Hacker News new | ask | show | jobs
by chinesempire 2306 days ago
using ETS with Erlang (or Elixir) I get sub 50μs (30μs on avergae) lookup times.

Memory usage is quite high, around 95 bytes per element, bu I'm sure that by spending more than 5 minutes on it, like I did, one can take it down considerably

For reference, this is the code I used

I converted the SHA hashes to MD5 to save memory, given we don't care about collisions (which are very unlikely anyway), we just want to know if the password was there or not.

    defmodule Pwned do
      def load do
        :ets.new(:table, [:named_table, :set])

        File.stream!("pwned-passwords-sha1-ordered-by-hash-v5.txt")
        |> Stream.each(fn line ->
          <<hash::binary-size(40), ":", _rest::binary>> = String.trim_trailing(line)
          hash = :crypto.hash(:md5, Base.decode16!(hash))
          :ets.insert(:table, {:binary.copy(hash), true})
        end)
        |> Stream.run()
      end

      def lookup_hash(hash) do
        hash = :crypto.hash(:md5, Base.decode16!(hash))

        case :ets.lookup(:table, hash) do
          [] -> false
          _ -> true
        end
      end

      def lookup_password(password) do
        lookup_hash(:crypto.hash(:sha, password) |> Base.encode16())
      end
    end
1 comments

I agree these performance numbers don't seem great.

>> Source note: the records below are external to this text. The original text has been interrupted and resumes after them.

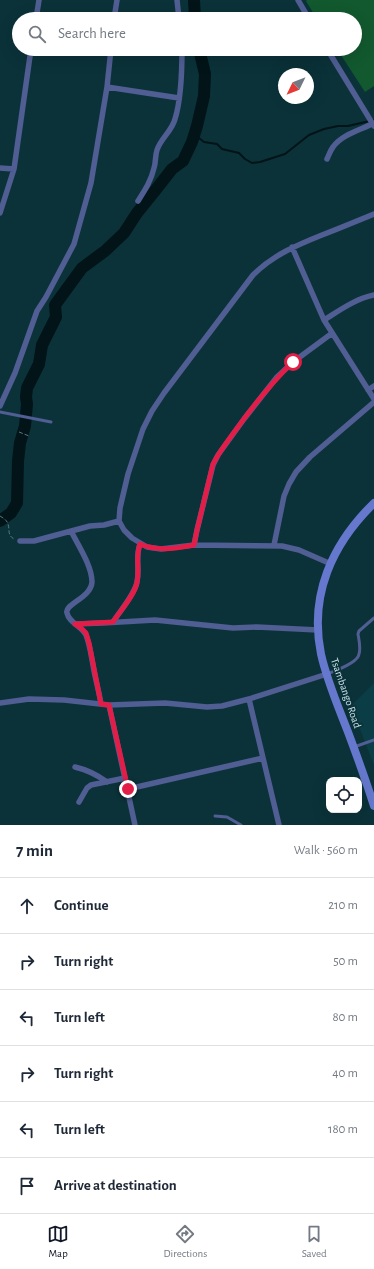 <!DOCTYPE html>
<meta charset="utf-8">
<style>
body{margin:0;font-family:"Alegreya Sans",sans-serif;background:#f6f6f7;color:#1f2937}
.controls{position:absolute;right:12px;bottom:12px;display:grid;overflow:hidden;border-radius:8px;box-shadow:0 4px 16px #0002}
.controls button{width:36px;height:36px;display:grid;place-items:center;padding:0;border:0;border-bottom:1px solid #e0e1e3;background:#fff;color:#1f2937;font:20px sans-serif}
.compass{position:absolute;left:278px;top:68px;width:36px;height:36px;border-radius:50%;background:#fff;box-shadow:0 4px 16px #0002;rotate:227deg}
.stop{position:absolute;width:12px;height:12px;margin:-9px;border:3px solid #e11d48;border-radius:50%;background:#fff}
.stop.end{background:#e11d48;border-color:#fff;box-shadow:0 1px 4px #0008}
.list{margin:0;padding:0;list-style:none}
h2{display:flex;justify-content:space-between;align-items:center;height:52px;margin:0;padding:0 16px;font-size:17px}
h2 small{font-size:13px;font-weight:400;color:#747a83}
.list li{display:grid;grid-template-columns:26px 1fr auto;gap:12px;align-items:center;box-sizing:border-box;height:56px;padding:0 16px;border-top:1px solid #e0e1e3}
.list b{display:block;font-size:15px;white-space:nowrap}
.list em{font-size:13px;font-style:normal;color:#747a83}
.icon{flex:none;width:22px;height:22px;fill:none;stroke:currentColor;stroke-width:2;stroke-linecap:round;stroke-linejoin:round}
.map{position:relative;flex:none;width:374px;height:825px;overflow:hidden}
.search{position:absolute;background:#fff;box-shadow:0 4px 16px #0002;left:12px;right:12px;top:12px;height:44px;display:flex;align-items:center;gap:10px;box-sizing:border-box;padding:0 14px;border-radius:22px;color:#747a83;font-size:15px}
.sheet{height:388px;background:#fff}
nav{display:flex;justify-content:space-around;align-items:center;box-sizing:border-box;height:56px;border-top:1px solid #e0e1e3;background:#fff;font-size:11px;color:#747a83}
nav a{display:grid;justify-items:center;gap:2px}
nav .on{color:#111827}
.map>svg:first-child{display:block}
.built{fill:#0b3d46}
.green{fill:#12592f}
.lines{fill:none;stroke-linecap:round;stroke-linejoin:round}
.stream{stroke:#021418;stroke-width:2}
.river{stroke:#021418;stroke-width:12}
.path{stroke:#597a80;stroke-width:1;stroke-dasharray:4 2;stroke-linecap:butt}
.lane{stroke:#505e93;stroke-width:3}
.street{stroke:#505e93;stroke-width:5.5}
.secondary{stroke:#6578cd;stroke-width:8}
.route{stroke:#e11d48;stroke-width:5}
.labels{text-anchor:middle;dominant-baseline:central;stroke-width:3.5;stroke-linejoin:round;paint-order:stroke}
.street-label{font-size:11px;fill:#c8e1e7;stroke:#0b3239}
</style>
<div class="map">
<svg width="374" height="825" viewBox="0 0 374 825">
<rect width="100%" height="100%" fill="#0b3239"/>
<!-- built -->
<path class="built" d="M374,683V765L351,706Z"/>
<!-- green -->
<path class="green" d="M307,0H374V86L365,92L337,49H355V19H317L306,1Z"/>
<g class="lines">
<!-- stream -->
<path class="stream" d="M194,134L204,142L217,144L222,149L239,153L245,159L252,163L260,162L285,154L309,135L324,129L338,126H348L374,120"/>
<!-- river -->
<path class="river" d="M194,0L195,19
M0,521L11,513L17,503L18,461L20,443L25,426L27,404L26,397L27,388L39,364L42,345L56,317L55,305L82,268L105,251L124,233L137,213L154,192L172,169L183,161L192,142L197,126L204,96L205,74L199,49"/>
<!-- path -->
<path class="path" d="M19,432L29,436
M0,516C3,518 7,520 8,524C10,530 7,535 14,539"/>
<!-- lane -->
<path class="lane" d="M0,412L51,422
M327,674C335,671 358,663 359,654C361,648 359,640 358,634L359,631L374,618
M354,747L374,740
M215,816L227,817L241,825"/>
<!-- street -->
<path class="street" d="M177,0L179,19
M298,0L309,19
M36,19L39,0
M114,19L117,0
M327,49L374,126
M107,87L179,98
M327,159C329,155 330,151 333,147C341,135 360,130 372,124
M0,168L14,169
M138,201C145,190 151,181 154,168C156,162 155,156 157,150C161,138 172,131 175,119C181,100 182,69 182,49
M0,213L14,169L31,49
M292,247L324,320L374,399
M324,320C340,310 355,299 374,295
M368,390L374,386
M0,406L15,373L37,311L46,297L74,244L91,183L107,87L111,49
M71,531C78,545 92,566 92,582C91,598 64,604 67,613C69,623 82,626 86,635C90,645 91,655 93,665C95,678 99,691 101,704
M20,541H34L90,526L104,525L119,521
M194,545L197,530L213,465L218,455L244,419L277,377L293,362L331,334
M274,545L284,496L289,484L296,472L310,457L374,402
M331,564L299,550L282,546L194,545L161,549L147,547L132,538L124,530L119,521L120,508L128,474L143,429L152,411L164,393L253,275C273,255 297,245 322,235C340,228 357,221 374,214
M113,622C120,611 135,594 137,582C140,569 135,557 140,544
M75,624L103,623L155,620L233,628L257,627L318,630
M249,699L279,825
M0,703L29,699L64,700L109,705L165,703L207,707L222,706L249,699L327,674
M109,705L135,825
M75,767C88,770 96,774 107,782
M128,789L263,758
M79,802L87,788L91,785L125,778"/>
<!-- secondary -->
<path class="secondary" d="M374,503C332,544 309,595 321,654C327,681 338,706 348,732C357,756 366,781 374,806"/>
</g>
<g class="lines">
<!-- route -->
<path class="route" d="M128,789L109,705L101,704L89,643L86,633L81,628L75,624L113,622C120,611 135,595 137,582C140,569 135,557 140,544C158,552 176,548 194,545L197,530L213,464C219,452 227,442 235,431C253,406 271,383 293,362"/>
</g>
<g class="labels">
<!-- street labels -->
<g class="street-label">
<text transform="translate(346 693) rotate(71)">Tsambango Road</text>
</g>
</g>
</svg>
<div class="controls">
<button><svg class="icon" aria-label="locate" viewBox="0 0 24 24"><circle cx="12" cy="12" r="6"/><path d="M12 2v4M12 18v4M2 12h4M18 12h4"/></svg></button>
</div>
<svg class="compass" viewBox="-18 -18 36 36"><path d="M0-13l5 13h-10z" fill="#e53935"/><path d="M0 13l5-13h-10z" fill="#747a83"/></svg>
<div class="stop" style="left:293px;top:362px"></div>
<div class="stop end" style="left:128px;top:789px"></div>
<div class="search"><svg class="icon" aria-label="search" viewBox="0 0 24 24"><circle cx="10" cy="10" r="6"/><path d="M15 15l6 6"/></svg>Search here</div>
</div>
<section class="sheet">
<h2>7 min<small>Walk · 560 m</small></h2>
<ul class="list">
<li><svg class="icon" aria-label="ahead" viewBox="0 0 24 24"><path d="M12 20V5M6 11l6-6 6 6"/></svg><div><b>Continue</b></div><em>210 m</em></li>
<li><svg class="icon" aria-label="right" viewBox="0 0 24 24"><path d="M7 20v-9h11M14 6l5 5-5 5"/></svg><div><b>Turn right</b></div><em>50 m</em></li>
<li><svg class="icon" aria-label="left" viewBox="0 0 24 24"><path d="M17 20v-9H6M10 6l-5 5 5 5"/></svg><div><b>Turn left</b></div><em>80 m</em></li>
<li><svg class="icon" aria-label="right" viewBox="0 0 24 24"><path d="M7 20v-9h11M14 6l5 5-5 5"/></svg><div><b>Turn right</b></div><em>40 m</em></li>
<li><svg class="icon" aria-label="left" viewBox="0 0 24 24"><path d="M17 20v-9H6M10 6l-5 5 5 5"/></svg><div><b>Turn left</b></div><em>180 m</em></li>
<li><svg class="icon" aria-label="arrive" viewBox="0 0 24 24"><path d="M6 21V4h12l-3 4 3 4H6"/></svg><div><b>Arrive at destination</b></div></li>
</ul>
</section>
<nav>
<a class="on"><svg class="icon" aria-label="map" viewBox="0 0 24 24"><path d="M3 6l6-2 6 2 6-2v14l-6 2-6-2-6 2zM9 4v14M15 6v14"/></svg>Map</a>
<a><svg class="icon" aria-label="directions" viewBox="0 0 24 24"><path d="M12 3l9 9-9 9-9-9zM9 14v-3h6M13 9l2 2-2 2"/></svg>Directions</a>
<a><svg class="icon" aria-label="saved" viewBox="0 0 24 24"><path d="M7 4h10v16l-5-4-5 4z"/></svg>Saved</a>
</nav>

Using q (another interpreted language; not compiled) I get 5µsec on my Macbook Air:

Here's my load script:

    \wget https://downloads.pwnedpasswords.com/passwords/pwned-passwords-sha1-ordered-by-hash-v5.7z
    \7z -so e pwned-passwords-sha1-ordered-by-hash-v5.7z pwned-passwords-sha1-ordered-by-hash-v5.txt | cut -c1-40 | xxd -r -p > hibp.input
    `:hibp 1: `s#0N 20#read1 `:hibp.input
I can then shut down this process, and start a new one:

    q)hibp:get`:hibp; / this mmaps the artefact almost instantly
    q)\t:1000 {x~hibp[hibp bin x]} .Q.sha1 "1234567890"
    5
It's so fast I need to run it 1000 times to take just 5msec (5µsec average lookup time!). I imagine converting to md5 would be substantially faster since there's a 16-byte scalar type in q I would be able to use.